Galois group of splitting field over $\mathbb{Q}$ 
Describe the structure of the Galois group of the splitting field $L$ of the polynomial $X^4-7$ over $\mathbb{Q}$

I believe that $L=\mathbb{Q}(\sqrt[4]{7}, i)$ is the splitting field of the polynomial
Now I need to describe the structure of $Gal(L, \mathbb{Q})$

$H=Gal(L, \mathbb{Q}(i))$ is a cyclic group of order $2$ generated by $\tau_1$ such that:
$\tau_1(\sqrt[4]{7})=i\sqrt[4]{7}$
$Gal(L, \mathbb{Q}(\sqrt[4]{7}))$ is a cyclic group generated by $\tau_2$ such that:
$\tau_2(\sqrt[4]{7})=\sqrt[4]{7}$ and $\tau_2(i)=-i$

I believe that $Gal(L, \mathbb{Q})$ consists of the identity element $e$ and some multiplied combinations of $\tau_1$ and $\tau_2$ but could do with some help filling in the gaps and improving my understanding
 A: There's a general tool to deal with this type of extensions. Suppose you have a diamond of extensions $F \subseteq L,L' \subseteq E$ (make the drawing) where $L\cap L'=F,LL'=E$. 
Suppose moreover that $L/F$ is normal, and $E/F$ is Galois. Let $G={\rm Gal}(E/F)$, $H={\rm Gal}(E/L)$ and $K={\rm Gal}(E/L')$. Then show that $HK=G, H\cap K=1$ and $K\lhd G$. All this means that $G$ is the semidirect product of $H$ and $K$, in particular every element $\sigma$ of $G$ is written uniquely as $\tau\rho$ with $\tau\in H,\rho\in K$. In your case one gets $G$ is a semidirect product $C_2\rtimes C_4$ which is the dihedral group of order four. But one gets more than this, the above gives an explicit "decomposition" of the Galois group in terms of the subextensions $L,L'$.
To be more precise, take $L=\Bbb Q(i),L'=\Bbb Q(7^{1/4}),F=\Bbb Q$ and $E=LL'$ (your extension). Then $L/\Bbb Q$ is normal and $L\cap L'=\Bbb Q$ (this is not hard to prove, since $L$ is obtained by adjoining $i$, and its a degree two extension). One can see that $E/L$ is of degree four and $E/L'$ is of degree two. 
The technique above is very useful when one adjoins more than two elements, since one can iterate the decomposition.
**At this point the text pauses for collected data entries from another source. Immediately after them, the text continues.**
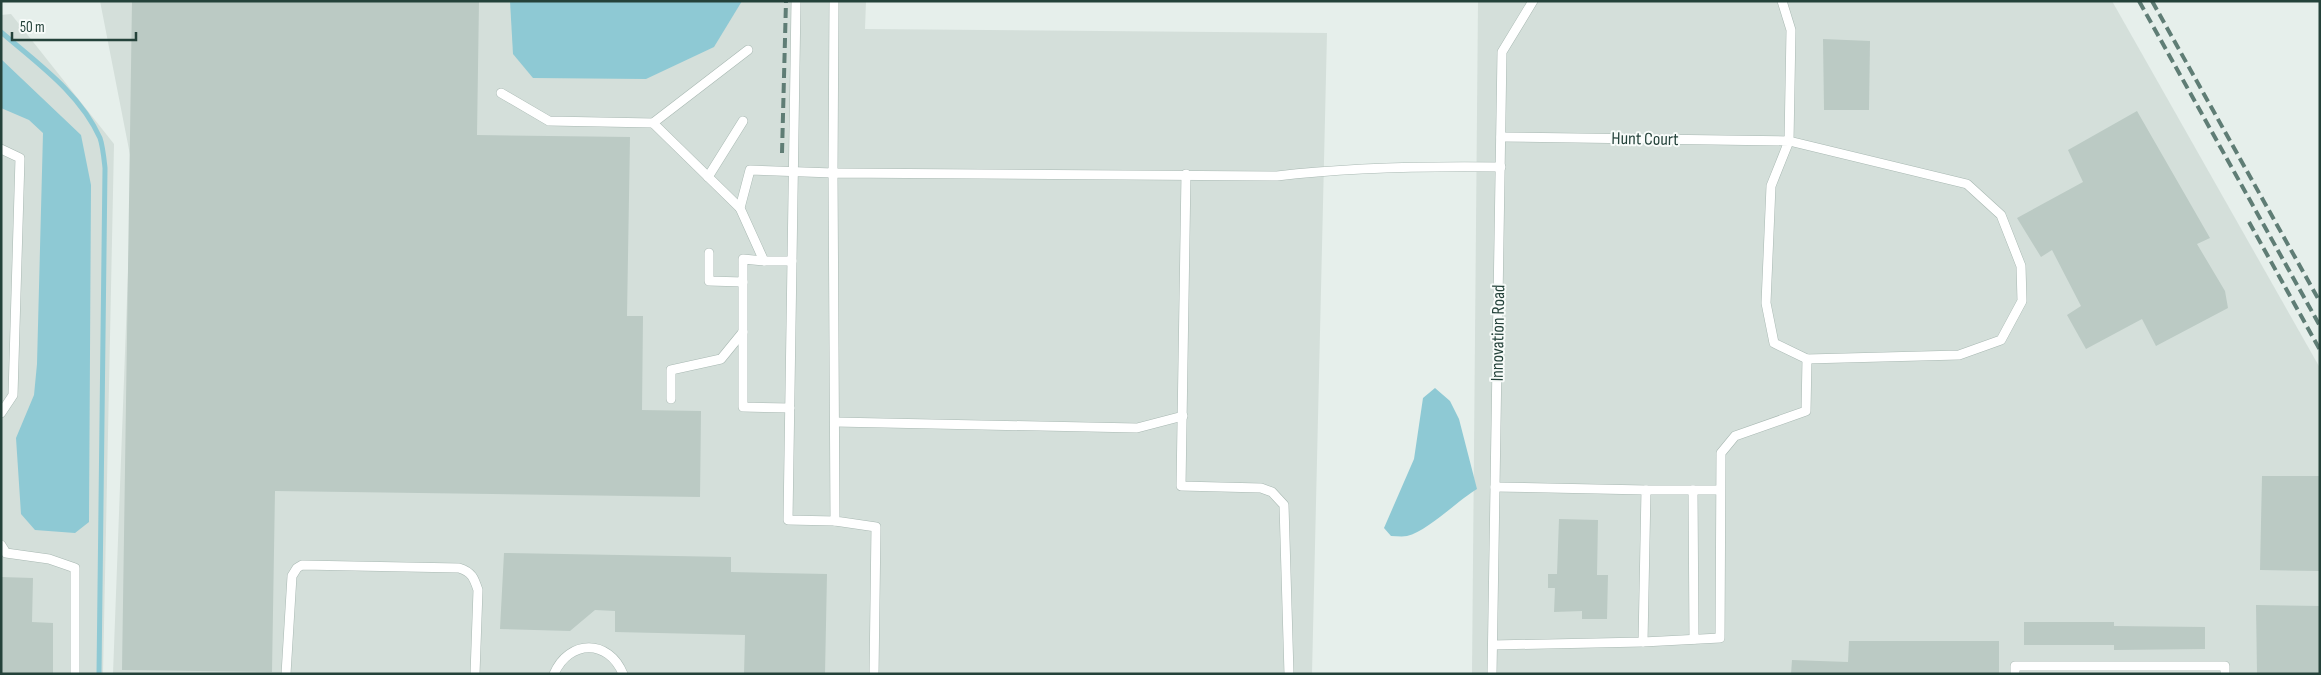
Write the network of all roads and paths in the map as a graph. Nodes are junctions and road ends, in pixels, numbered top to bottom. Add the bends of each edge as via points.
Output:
1 (796, 1) edge
2 (834, 1) edge
3 (1533, 1) edge
4 (1782, 1) edge
5 (748, 50) dead end
6 (501, 93) dead end
7 (743, 120) dead end
8 (653, 123) junction
9 (1501, 137) junction
10 (1789, 140) junction
11 (1, 149) edge
12 (1501, 167) junction
13 (794, 172) junction
14 (833, 173) junction
15 (1186, 174) junction
16 (708, 177) junction
17 (740, 208) junction
18 (709, 253) dead end
19 (764, 260) junction
20 (792, 261) junction
21 (743, 282) junction
22 (743, 332) junction
23 (1807, 359) junction
24 (671, 399) dead end
25 (790, 408) junction
26 (1, 413) edge
27 (1183, 416) junction
28 (835, 422) junction
29 (1495, 487) junction
30 (1646, 490) junction
31 (1693, 490) junction
32 (1720, 490) junction
33 (835, 521) junction
34 (1, 545) edge
35 (1694, 639) junction
36 (1643, 642) junction
37 (1493, 645) junction
38 (75, 674) edge
39 (286, 674) edge
40 (475, 674) edge
41 (554, 674) edge
42 (623, 674) edge
43 (874, 674) edge
44 (1289, 674) edge
45 (1492, 674) edge
46 (2015, 674) edge
47 (2225, 674) edge

1 - 13 lane
2 - 14 lane
3 - 9 lane, Innovation Road via 1502,52
4 - 10 lane via 1791,30
5 - 8 lane
6 - 8 lane via 549,121
7 - 16 lane
8 - 16 lane
9 - 10 lane, Hunt Court
9 - 12 lane, Innovation Road
10 - 23 lane via 1771,186 1766,303 1774,343
10 - 23 lane, Hunt Court via 1968,184 2001,215 2021,266 2022,301 2001,340 1959,355
11 - 26 lane via 20,158 13,395
12 - 15 lane via 1400,166 1277,176
12 - 29 lane, Innovation Road
13 - 14 lane
13 - 17 lane via 750,170
13 - 20 lane
14 - 15 lane
14 - 28 lane
15 - 27 lane
16 - 17 lane
17 - 19 lane
18 - 21 lane via 709,281
19 - 20 lane
19 - 21 lane via 743,259
20 - 25 lane
21 - 22 lane
22 - 24 lane via 721,359 671,370
22 - 25 lane via 743,407
23 - 32 lane via 1806,411 1735,436 1721,453
25 - 33 lane via 788,520
27 - 28 lane via 1137,428
27 - 44 lane via 1182,486 1261,488 1272,492 1284,505
28 - 33 lane
29 - 30 lane
29 - 37 lane, Innovation Road
30 - 31 lane
30 - 36 lane
31 - 32 lane
31 - 35 lane
32 - 35 lane via 1720,638
33 - 43 lane via 876,526
34 - 38 lane via 6,553 49,559 76,568
35 - 36 lane
36 - 37 lane
37 - 45 lane, Innovation Road
39 - 40 lane via 292,576 302,565 459,568 468,571 474,577 478,590
41 - 42 lane via 567,655 589,647 611,655
46 - 47 lane via 2015,666 2225,666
For example, one can explicitly calculate the Galois group of $(X^4-3)(X^3-5)$ over $\Bbb Q$ as a semidirect product $(C_3\rtimes C_4)\rtimes C_2$ explicitly: it is generated by $\omega,\eta,\psi$ such that $\omega^3=\eta^4=\psi^2=1$


*

*$\eta(3^{1/4})=3^{1/4}i$ and $\eta$ fixes $i,5^{1/3}$

*$\psi(i)=-i$ and $\psi$ fixes $3^{1/4},5^{1/4}$,

*$\omega(5^{1/3})=5^{1/3}\xi$ and $\omega$ fixes $i,3^{1/4}$.


Here $\xi$ a primitive cuberoot of $1$, and every element of $G$ is written uniquely as $\omega^i\eta^j\psi^k$ with $i=0,1,2,j=0,1,2,3,k=0,1$.  Moreover $\psi\omega\psi =\omega^{-1},\eta\omega\eta^{-1}=\omega^{-1}$. A bit more calculations can give you a presentation for $G$, which has order $24$. 
A: We know that the minimal polynomial of $\sqrt[4] 7$ has degree $4$ and the minimal polynomial of $i$ has degree $2$, so $[\Bbb{Q}(\sqrt[4] 7, i) : \Bbb{Q}]=[\Bbb{Q}(\sqrt[4] 7, i) : \Bbb{Q}(i)][\Bbb{Q}(i) : \Bbb{Q}]=4*2=8$. Thus, the Galois group has order $8$ because of the Fundamental Theorem of Galois Theory.
Now, this is the splitting field of $x^4-7$, meaning all of the roots of $x^4-7$ must permute with each other. Thus, the Galois group is a subgroup of $S_4$. However, according to this really helpful table, the only subgroup of $S_4$ of order $8$ is $D_8$, so this is the structure of the Galois group.
This can also be shown with your work: $\tau_1$ represents a rotation of 90 degrees in the complex plane while $\tau_2$ represents a reflection over the real number line in the complex plane. You are rotating and reflecting $4$ elements (the roots of $x^4-7$) without just permuting them at free will, which means the group has a structure of $D_8$.